NASA’s InSight lander
Solok Why in news? InSight detected seismic and acoustic waves from the impact of four meteorites and calculated the location of the craters they left.
- Mars, by virtue of its tenuous atmosphere and proximity to our solar system’s asteroid belt, is far more vulnerable than Earth to being struck by space rocks – one of the many differences between the two planetary neighbours.
- Scientists are now gaining a fuller understanding of this Martian trait, with help from NASA’s robotic InSight lander.
- Researchers described how InSight detected seismic and acoustic waves from the impact of four meteorites and then calculated the location of the craters they left – the first such measurements anywhere other than Earth.
- The researchers used observations from NASA’s Mars Reconnaissance Orbiter in space to confirm the crater locations.
- The space rocks InSight tracked – one landing in 2020 and the other three in 2021 – were relatively modest in size, estimated to weigh up to about 440 pounds (200 kg), with diameters of up to about 20 inches (50 cm) and leaving craters of up to about 24 feet (7.2 meters) wide. They landed between 53 miles (85 km) and 180 miles (290 km) from InSight’s location. One exploded into at least three pieces that each gouged their own craters.
How is this detection useful?
- We can connect a known source type, location and size to what the seismic signal looks like.
- We can apply this information to better understand InSight’s entire catalog of seismic events, and use the results on other planets and moons, too.

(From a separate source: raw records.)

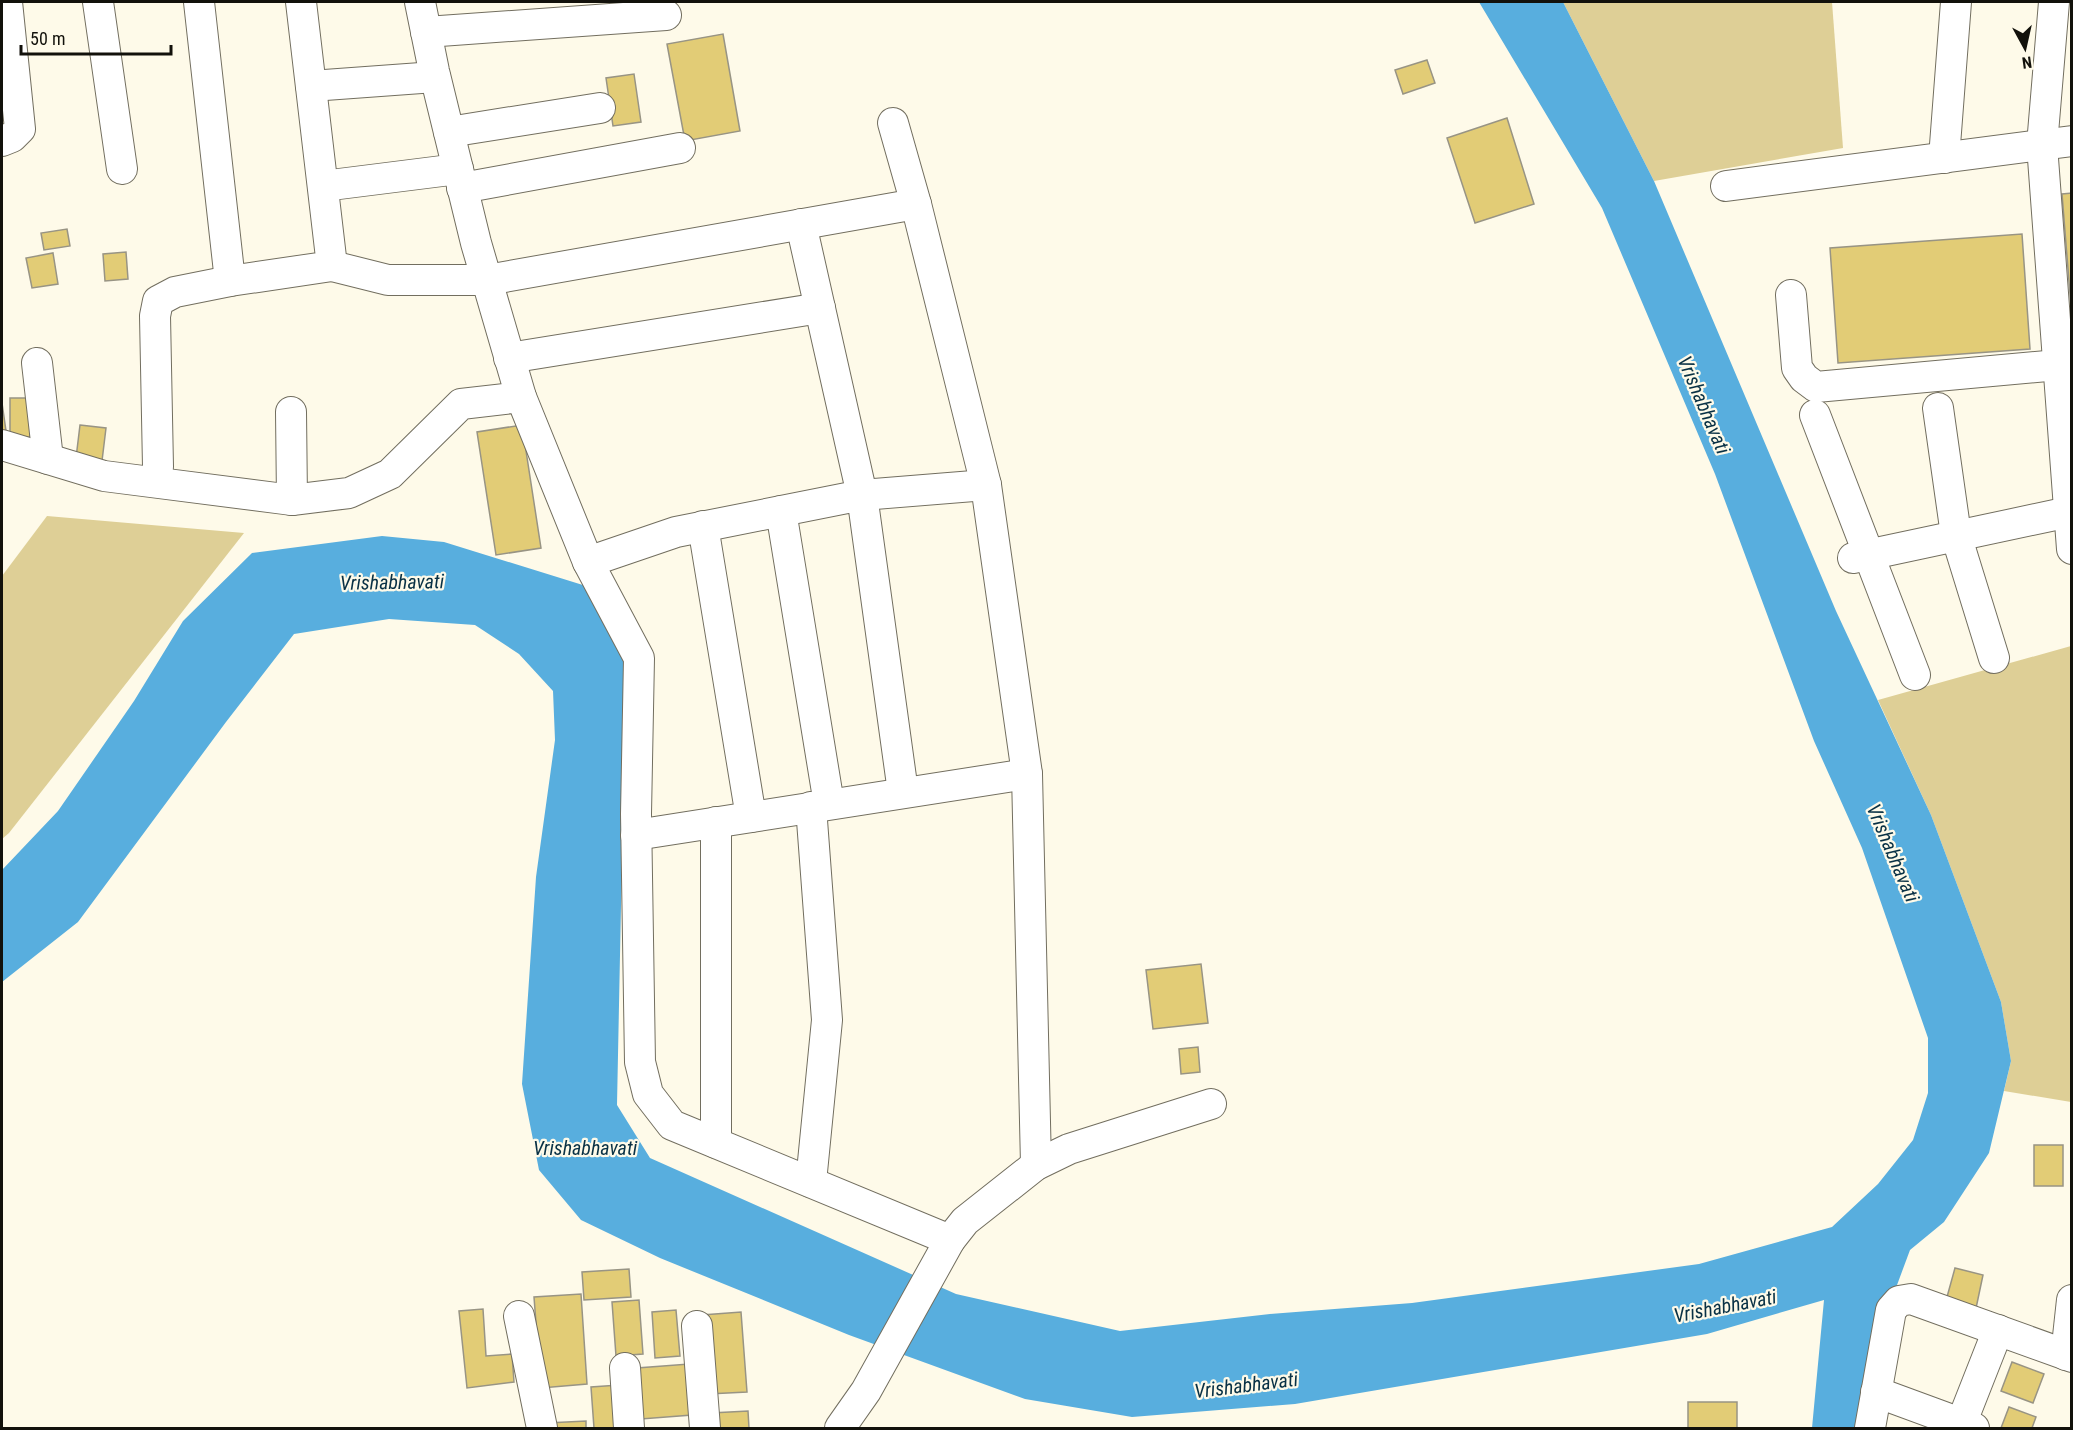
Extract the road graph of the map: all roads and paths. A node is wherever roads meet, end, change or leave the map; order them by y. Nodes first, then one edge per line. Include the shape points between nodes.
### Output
1 (8, 2) edge
2 (98, 2) edge
3 (199, 2) edge
4 (301, 2) edge
5 (420, 2) edge
6 (1956, 2) edge
7 (2054, 2) edge
8 (666, 15) dead end
9 (426, 32) junction
10 (6, 39) edge
11 (435, 77) junction
12 (311, 86) junction
13 (600, 108) dead end
14 (893, 123) dead end
15 (449, 132) junction
16 (2, 141) edge
17 (2072, 141) edge
18 (2042, 145) junction
19 (680, 148) dead end
20 (1944, 158) junction
21 (122, 170) dead end
22 (460, 178) junction
23 (323, 186) junction
24 (1726, 186) dead end
25 (916, 204) junction
26 (801, 224) junction
27 (332, 266) junction
28 (487, 280) junction
29 (230, 281) junction
30 (1791, 295) dead end
31 (820, 308) junction
32 (509, 358) junction
33 (37, 363) dead end
34 (2058, 365) junction
35 (521, 397) junction
36 (1938, 408) dead end
37 (291, 412) dead end
38 (1815, 415) dead end
39 (2, 445) edge
40 (48, 459) junction
41 (158, 467) dead end
42 (986, 485) junction
43 (862, 495) junction
44 (292, 500) junction
45 (781, 511) junction
46 (2069, 512) junction
47 (703, 526) junction
48 (1956, 536) junction
49 (2072, 549) edge
50 (1860, 556) junction
51 (588, 562) junction
52 (1994, 658) dead end
53 (1915, 675) dead end
54 (1027, 774) junction
55 (903, 792) junction
56 (820, 805) junction
57 (752, 817) junction
58 (716, 822) junction
59 (636, 835) junction
60 (1211, 1104) dead end
61 (716, 1143) junction
62 (1036, 1165) junction
63 (812, 1182) junction
64 (947, 1245) junction
65 (2072, 1300) edge
66 (519, 1316) dead end
67 (697, 1326) dead end
68 (1998, 1330) junction
69 (2069, 1356) edge
70 (625, 1368) dead end
71 (1876, 1392) junction
72 (1968, 1426) edge
73 (542, 1428) edge
74 (629, 1428) edge
75 (705, 1428) edge
76 (840, 1428) edge
77 (1870, 1428) edge

1 - 10 street
2 - 21 street
3 - 29 street
4 - 12 street
5 - 9 street
6 - 20 street
7 - 18 street
8 - 9 street
9 - 11 street
10 - 16 street via 20,129
11 - 12 street
11 - 15 street
12 - 23 street
13 - 15 street
14 - 25 street
15 - 22 street
17 - 18 street
18 - 20 street
18 - 34 street
19 - 22 street
20 - 24 street
22 - 23 street
22 - 28 street
23 - 27 street
25 - 26 street
25 - 42 street
26 - 28 street
26 - 31 street
27 - 28 street via 388,280
27 - 29 street
28 - 32 street
29 - 41 street via 175,292 158,301
30 - 34 street via 1797,368 1816,387
31 - 32 street
31 - 43 street
32 - 35 street
33 - 40 street
34 - 46 street
35 - 44 street via 461,404 390,474 349,493
35 - 51 street
36 - 48 street
37 - 44 street
38 - 50 street
39 - 40 street
40 - 44 street via 104,476
42 - 43 street
42 - 54 street
43 - 45 street
43 - 55 street
45 - 47 street
45 - 56 street
46 - 48 street
46 - 49 street
47 - 51 street via 676,531
47 - 57 street
48 - 50 street
48 - 52 street
50 - 53 street
51 - 59 street via 639,658
54 - 55 street
54 - 62 street
55 - 56 street
56 - 57 street
56 - 63 street via 826,1020
57 - 58 street
58 - 59 street
58 - 61 street
59 - 61 street via 640,1062 645,1083 648,1094 672,1125
60 - 62 street via 1069,1149
61 - 63 street
62 - 64 street via 965,1221
63 - 64 street
64 - 76 street via 866,1391
65 - 69 street
66 - 73 street
67 - 75 street
68 - 69 street
68 - 71 street via 1911,1299 1899,1301 1891,1310
68 - 72 street
70 - 74 street
71 - 72 street
71 - 77 street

The three-legged InSight –
- Its name is short for Interior Exploration Using Seismic Investigations, Geodesy and Heat Transport – landed in 2018 in a vast and relatively flat plain just north of the Martian equator called Elysium Planitia.
- The scientific goals set for InSight ahead of the mission were to investigate the internal structure and processes of Mars, as well as studying seismic activity and meteorite impacts.
- InSight’s seismometer instrument established that Mars is seismically active, detecting more than 1,300 marsquakes. In research published last year, seismic waves detected by InSight helped decipher the internal structure of Mars, including the first estimates of the size of its large liquid metal core, thickness of its crust, and nature of its mantle.